WHAT TO WORK ON
In the data that follows, count each line holding the string "شهید"; answer with the number only.

Saved entries
......
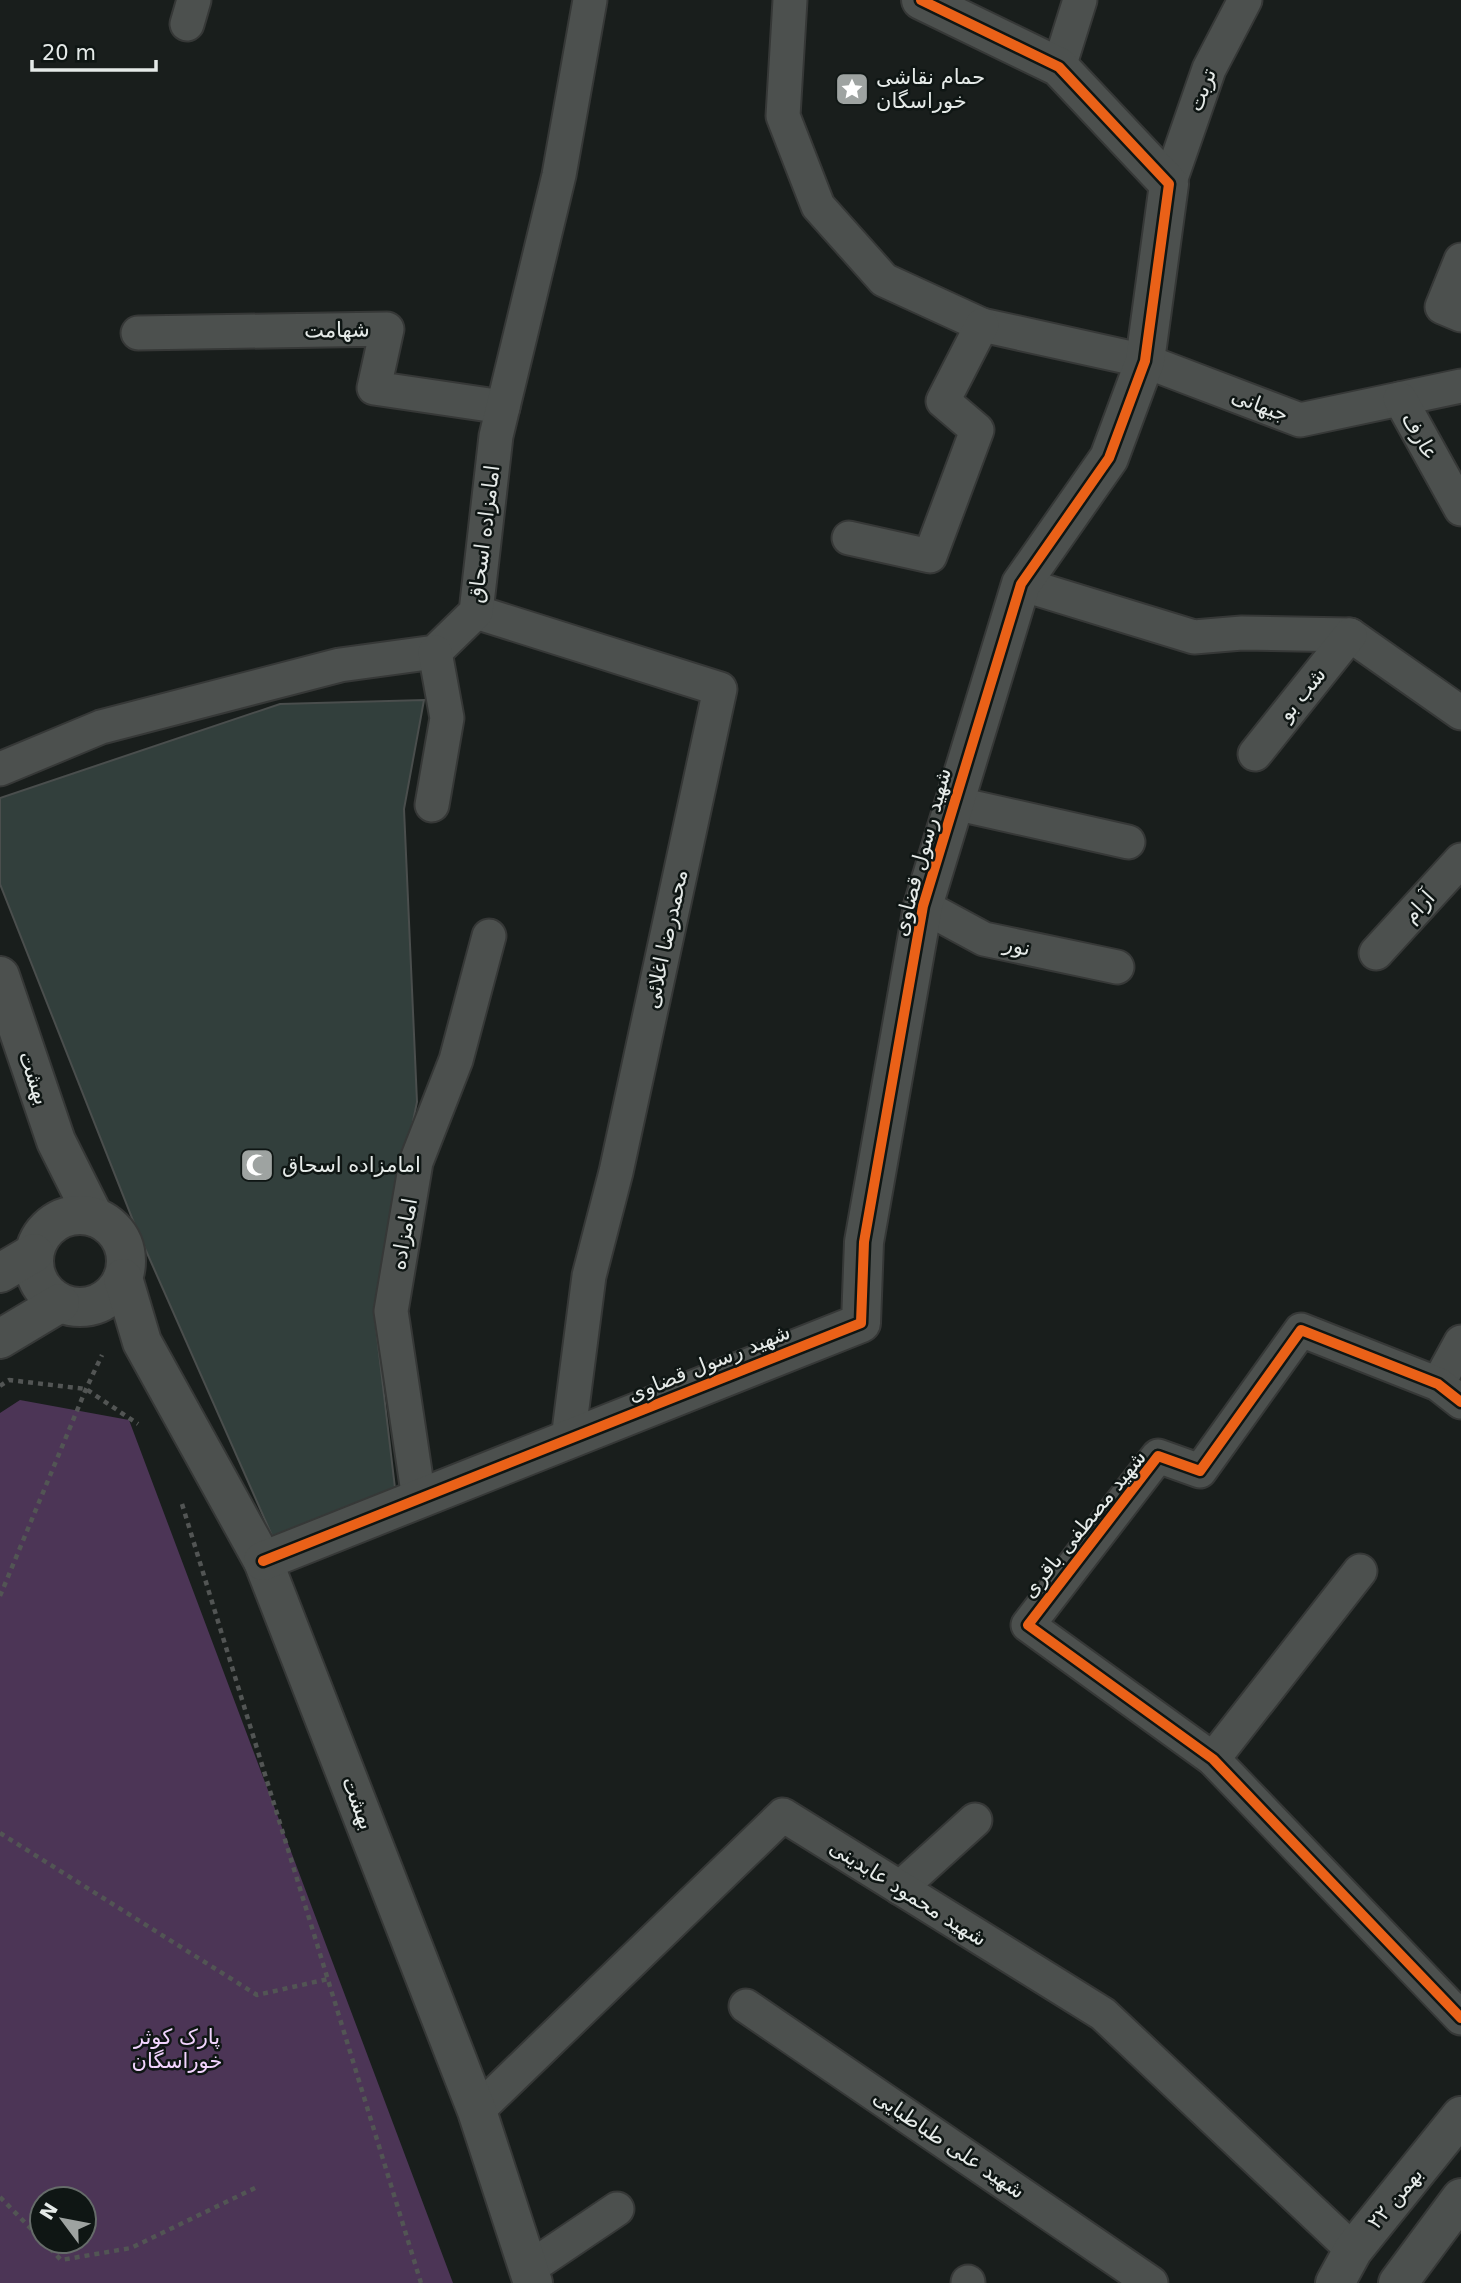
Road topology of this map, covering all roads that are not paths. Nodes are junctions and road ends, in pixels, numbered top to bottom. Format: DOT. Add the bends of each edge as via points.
graph roads {
  1 [pos="590,0"];
  2 [pos="790,0"];
  3 [pos="921,0"];
  4 [pos="1080,0"];
  5 [pos="1245,0"];
  6 [pos="1059,67"];
  7 [pos="1169,184"];
  8 [pos="1461,260"];
  9 [pos="1461,315"];
  10 [pos="982,325"];
  11 [pos="138,333"];
  12 [pos="1145,361"];
  13 [pos="1461,386"];
  14 [pos="1400,399"];
  15 [pos="503,407"];
  16 [pos="1461,509"];
  17 [pos="849,538"];
  18 [pos="1021,584"];
  19 [pos="476,612"];
  20 [pos="1350,635"];
  21 [pos="435,652"];
  22 [pos="1461,713"];
  23 [pos="1255,754"];
  24 [pos="0,769"];
  25 [pos="954,803"];
  26 [pos="432,805"];
  27 [pos="1128,842"];
  28 [pos="1461,860"];
  29 [pos="923,906"];
  30 [pos="489,936"];
  31 [pos="1376,953"];
  32 [pos="1117,967"];
  33 [pos="0,976"];
  34 [pos="76,1219"];
  35 [pos="34,1253"];
  36 [pos="0,1273"];
  37 [pos="123,1278"];
  38 [pos="102,1319"];
  39 [pos="0,1339"];
  40 [pos="1461,1342"];
  41 [pos="1450,1393"];
  42 [pos="568,1439"];
  43 [pos="419,1499"];
  44 [pos="263,1561"];
  45 [pos="1360,1571"];
  46 [pos="1213,1759"];
  47 [pos="975,1820"];
  48 [pos="900,1888"];
  49 [pos="746,2006"];
  50 [pos="1461,2018"];
  51 [pos="477,2111"];
  52 [pos="1461,2116"];
  53 [pos="1461,2198"];
  54 [pos="617,2209"];
  55 [pos="1353,2249"];
  56 [pos="531,2276"];
  57 [pos="1151,2283"];
  58 [pos="1335,2283"];
  59 [pos="1398,2283"];
  1 -- 15 [label="street, امامزاده اسحاق" via="559,175"];
  2 -- 10 [label="street, جیهانی" via="783,117 818,206 884,279"];
  3 -- 6 [label="street"];
  4 -- 6 [label="street"];
  5 -- 7 [label="street, تربت" via="1209,69"];
  6 -- 7 [label="street"];
  7 -- 12 [label="street, شهید رسول قضاوی"];
  8 -- 9 [label="street" via="1442,307"];
  10 -- 12 [label="street, جیهانی"];
  10 -- 17 [label="street" via="943,401 977,430 930,556"];
  11 -- 15 [label="street, شهامت" via="387,329 374,388"];
  12 -- 14 [label="street, جیهانی" via="1300,420"];
  12 -- 18 [label="street, شهید رسول قضاوی" via="1109,458"];
  13 -- 14 [label="street, جیهانی"];
  14 -- 16 [label="street, عارف"];
  15 -- 19 [label="street, امامزاده اسحاق"];
  18 -- 20 [label="street" via="1194,637"];
  18 -- 25 [label="street, شهید رسول قضاوی"];
  19 -- 21 [label="street, امامزاده اسحاق"];
  19 -- 42 [label="street, محمدرضا اغلائی" via="719,689 616,1172 589,1276"];
  20 -- 22 [label="street"];
  20 -- 23 [label="street, شب بو"];
  21 -- 24 [label="street" via="340,665 101,727"];
  21 -- 26 [label="street" via="447,718"];
  25 -- 27 [label="street"];
  25 -- 29 [label="street, شهید رسول قضاوی"];
  28 -- 31 [label="street, آرام"];
  29 -- 32 [label="street, نور" via="984,939"];
  29 -- 42 [label="street, شهید رسول قضاوی" via="864,1242 861,1323"];
  30 -- 43 [label="street, امامزاده" via="456,1060 416,1162 391,1311"];
  33 -- 34 [label="street, بهشت" via="56,1141"];
  34 -- 35 [label="street" via="50,1226"];
  34 -- 37 [label="street" via="108,1224 118,1235 124,1249"];
  35 -- 36 [label="street"];
  35 -- 38 [label="street" via="34,1268 48,1294"];
  37 -- 38 [label="street"];
  37 -- 38 [label="street" via="104,1300"];
  38 -- 39 [label="street"];
  38 -- 44 [label="street, بهشت"];
  40 -- 41 [label="street"];
  41 -- 46 [label="street, شهید مصطفی باقری" via="1301,1330 1200,1471 1158,1456 1028,1625"];
  42 -- 43 [label="street, شهید رسول قضاوی"];
  43 -- 44 [label="street, شهید رسول قضاوی"];
  44 -- 51 [label="street, بهشت"];
  45 -- 46 [label="street"];
  46 -- 50 [label="street, شهید مصطفی باقری"];
  47 -- 48 [label="street"];
  48 -- 51 [label="street, شهید محمود عابدینی" via="783,1815"];
  48 -- 55 [label="street, شهید محمود عابدینی" via="1103,2014"];
  49 -- 57 [label="street, شهید علی طباطبایی"];
  51 -- 56 [label="street, بهشت"];
  52 -- 55 [label="street, ۲۲ بهمن"];
  53 -- 59 [label="street"];
  54 -- 56 [label="street"];
  55 -- 58 [label="street, ۲۲ بهمن"];
}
......
ANSWER
12